▶ [Assignment] Copy every line of the entries that includes the word "小曾木街道".

[Stored data]
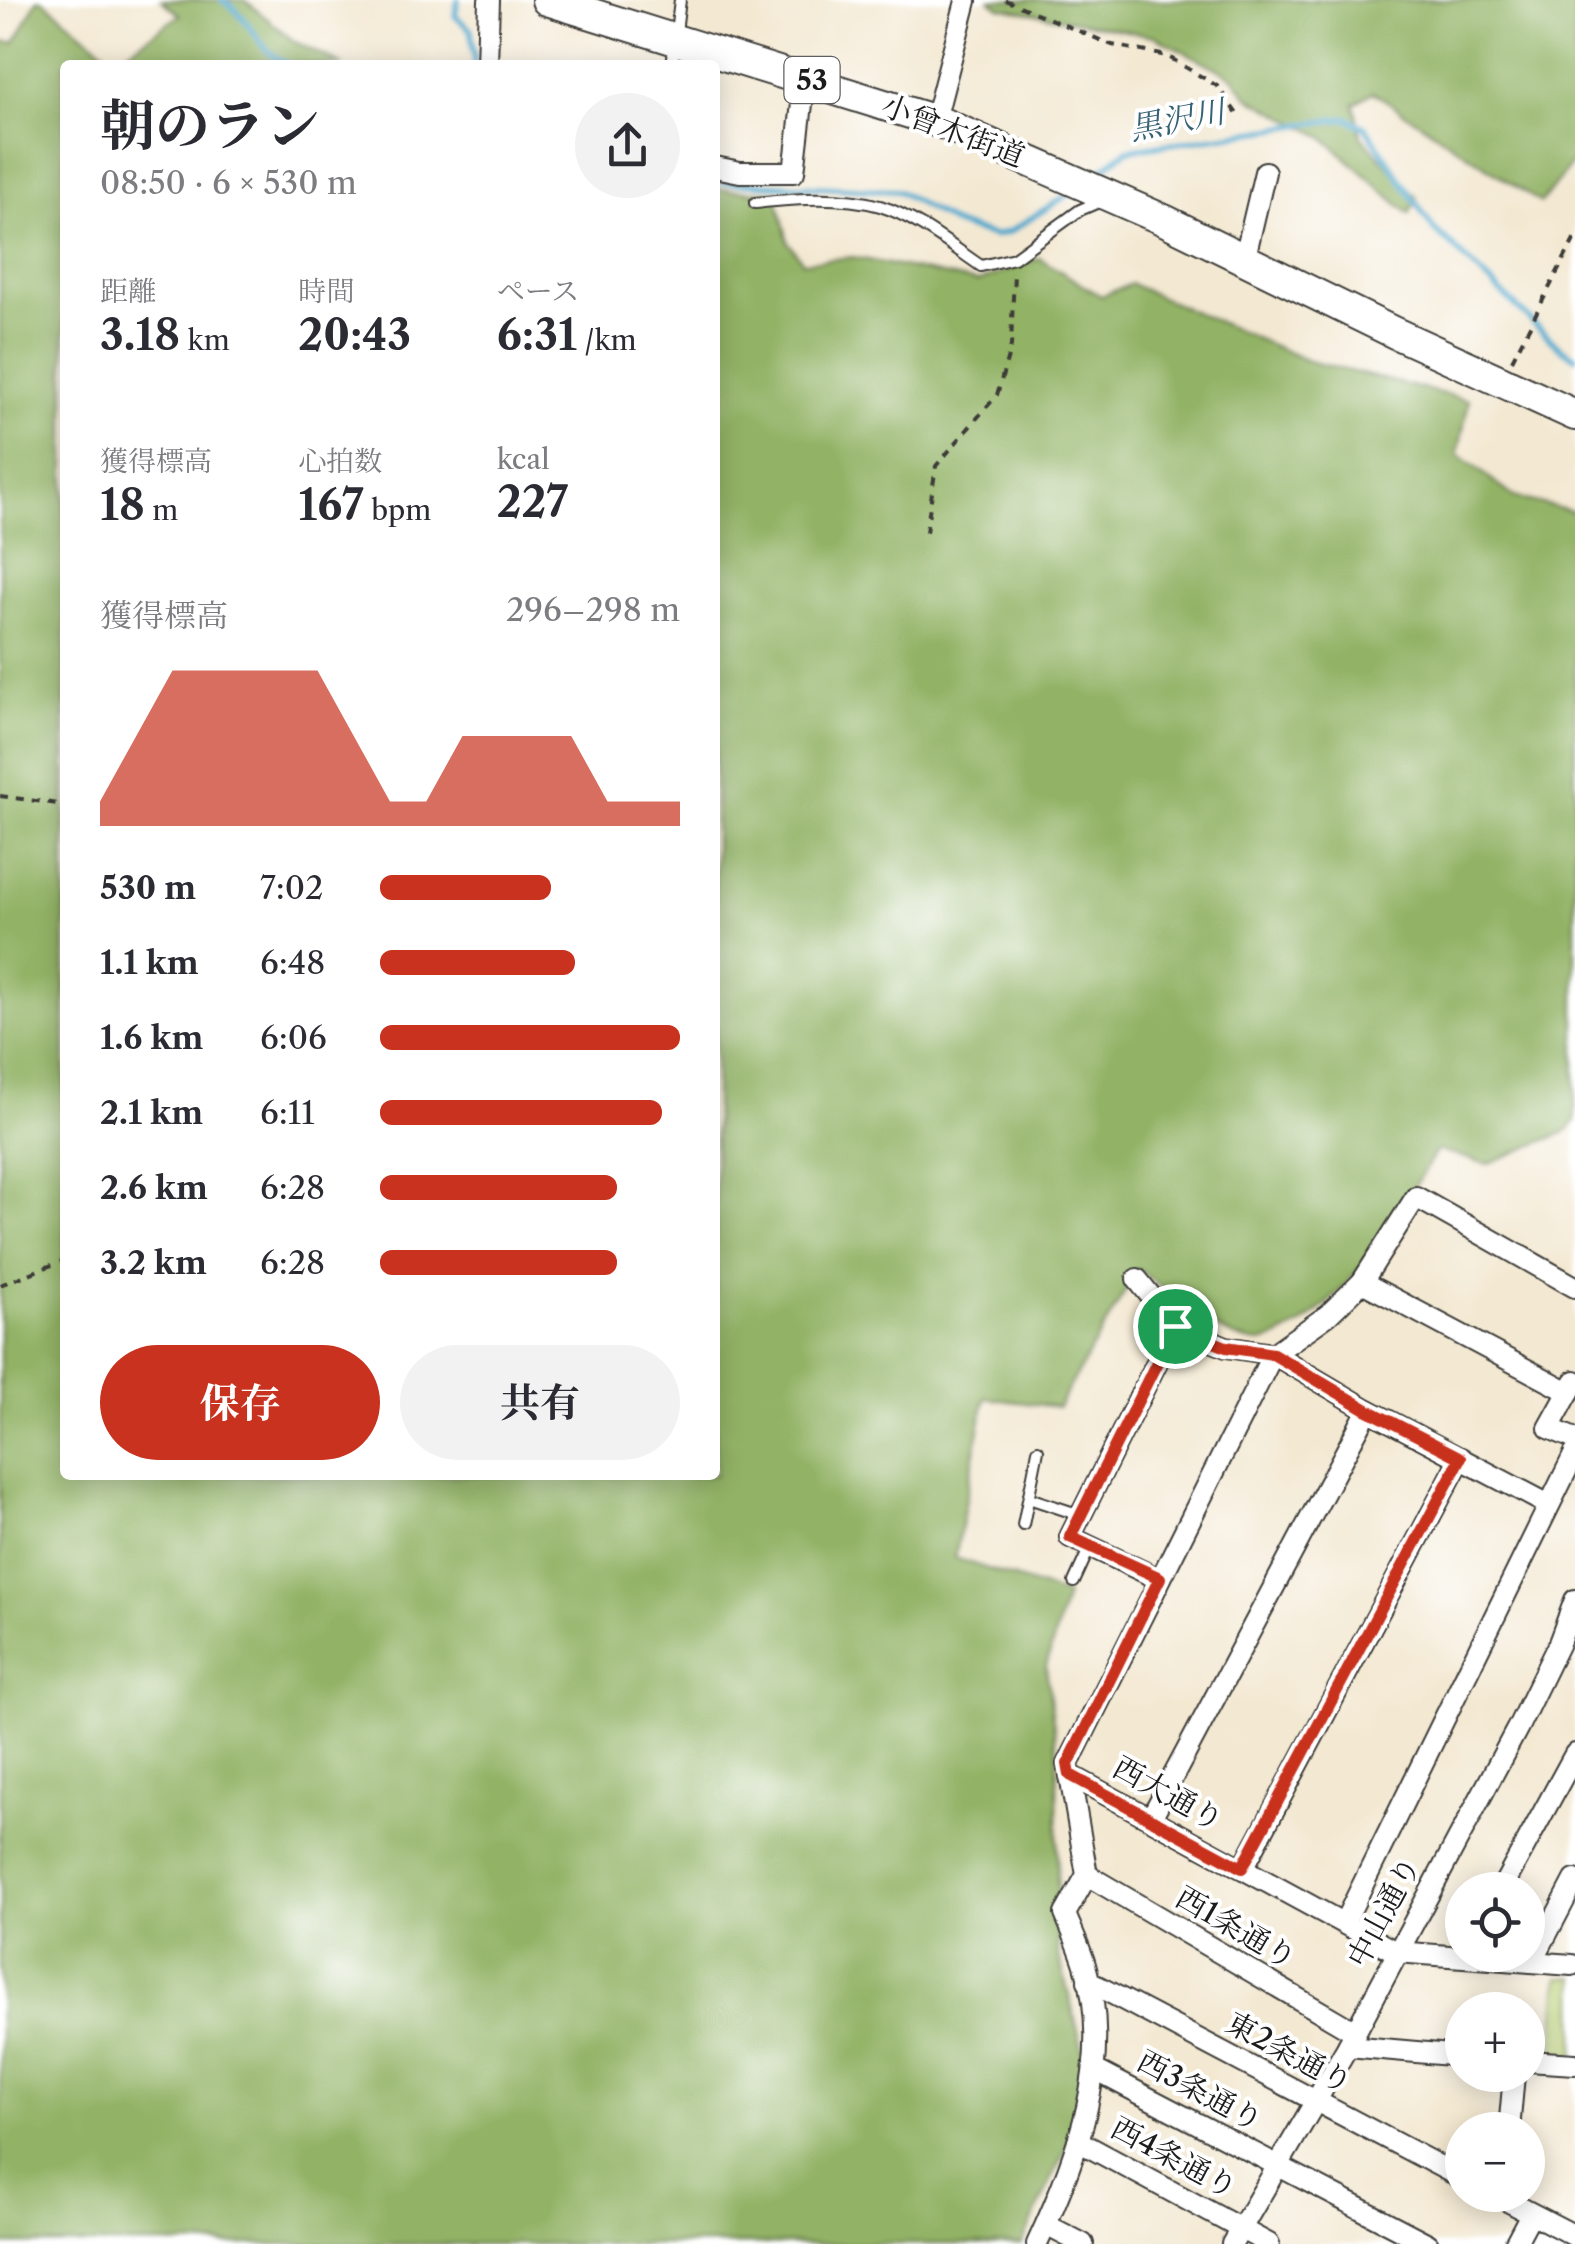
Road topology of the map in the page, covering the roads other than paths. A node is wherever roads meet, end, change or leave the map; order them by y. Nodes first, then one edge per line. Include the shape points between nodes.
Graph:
1 (490, 0) edge
2 (547, 0) edge
3 (680, 0) edge
4 (966, 1) edge
5 (674, 52) edge
6 (487, 60) edge
7 (714, 60) edge
8 (720, 61) edge
9 (805, 78) junction
10 (935, 120) junction
11 (720, 168) edge
12 (1264, 172) dead end
13 (1093, 188) junction
14 (755, 203) dead end
15 (1244, 261) junction
16 (1575, 415) edge
17 (1136, 1279) dead end
18 (1362, 1282) junction
19 (1575, 1287) edge
20 (1175, 1326) junction
21 (1273, 1354) junction
22 (1572, 1387) edge
23 (1368, 1410) junction
24 (1575, 1439) edge
25 (1038, 1450) dead end
26 (1575, 1454) edge
27 (1461, 1458) junction
28 (1029, 1498) junction
29 (1548, 1505) junction
30 (1081, 1515) junction
31 (1023, 1525) dead end
32 (1090, 1546) junction
33 (1160, 1578) junction
34 (1074, 1582) dead end
35 (1575, 1600) edge
36 (1575, 1754) edge
37 (1070, 1775) junction
38 (1150, 1818) junction
39 (1242, 1868) junction
40 (1511, 1872) edge
41 (1087, 1875) junction
42 (1575, 1880) edge
43 (1344, 1923) junction
44 (1545, 1937) edge
45 (1396, 1952) junction
46 (1445, 1955) edge
47 (1545, 1963) edge
48 (1572, 1965) dead end
49 (1088, 1981) junction
50 (1352, 2039) junction
51 (1445, 2053) edge
52 (1545, 2061) edge
53 (1575, 2064) edge
54 (1095, 2070) junction
55 (1315, 2101) junction
56 (1078, 2141) junction
57 (1278, 2166) junction
58 (1445, 2169) edge
59 (1527, 2212) edge
60 (1531, 2214) junction
61 (1042, 2234) edge
62 (1237, 2236) edge
63 (1575, 2236) edge
64 (1083, 2244) edge
65 (1270, 2244) edge
66 (1428, 2244) edge
67 (1515, 2244) edge

1 - 6 street
2 - 5 main road, 小曾木街道 / 53
3 - 5 lane
4 - 10 street
5 - 7 main road, 小曾木街道 / 53
8 - 9 main road, 小曾木街道 / 53
9 - 10 main road, 小曾木街道 / 53
9 - 11 street via 794,172
10 - 13 main road, 小曾木街道 / 53
12 - 15 street
13 - 14 lane via 1080,210 1014,258 981,266 881,207 822,197
13 - 15 main road, 小曾木街道 / 53
15 - 16 main road, 小曾木街道 / 53
17 - 20 street
18 - 19 street via 1416,1197
18 - 21 street
18 - 22 street
20 - 21 street via 1226,1347
20 - 30 street
21 - 23 street
21 - 33 street
22 - 24 street via 1549,1428
23 - 27 street
23 - 38 street
25 - 28 lane
26 - 29 street
27 - 29 street
27 - 39 street
28 - 30 lane
28 - 31 lane
29 - 43 street
30 - 32 street via 1070,1537
32 - 33 street
32 - 34 lane
33 - 37 street via 1068,1764
35 - 45 street, 中山通り via 1518,1726
36 - 40 street
37 - 38 street, 西大通り
37 - 41 street
38 - 39 street, 西大通り
39 - 43 street, 西大通り
41 - 49 street via 1065,1914
41 - 50 street, 西1条通り
42 - 44 street
43 - 45 street, 西大通り
45 - 46 street
45 - 50 street, 中山通り
47 - 48 street
49 - 54 street
49 - 55 street, 東2条通り
50 - 51 street
50 - 55 street, 中山通り
52 - 53 street
54 - 56 street
54 - 57 street, 西3条通り
55 - 57 street, 中山通り
55 - 58 street, 東2条通り
56 - 61 street
56 - 62 street, 西4条通り
57 - 62 street, 中山通り
57 - 66 street, 西3条通り
59 - 60 street
60 - 63 street
60 - 67 street
61 - 64 street
62 - 65 street, 西4条通り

▶ [Exercise solution]
2 - 5 main road, 小曾木街道 / 53
5 - 7 main road, 小曾木街道 / 53
8 - 9 main road, 小曾木街道 / 53
9 - 10 main road, 小曾木街道 / 53
10 - 13 main road, 小曾木街道 / 53
13 - 15 main road, 小曾木街道 / 53
15 - 16 main road, 小曾木街道 / 53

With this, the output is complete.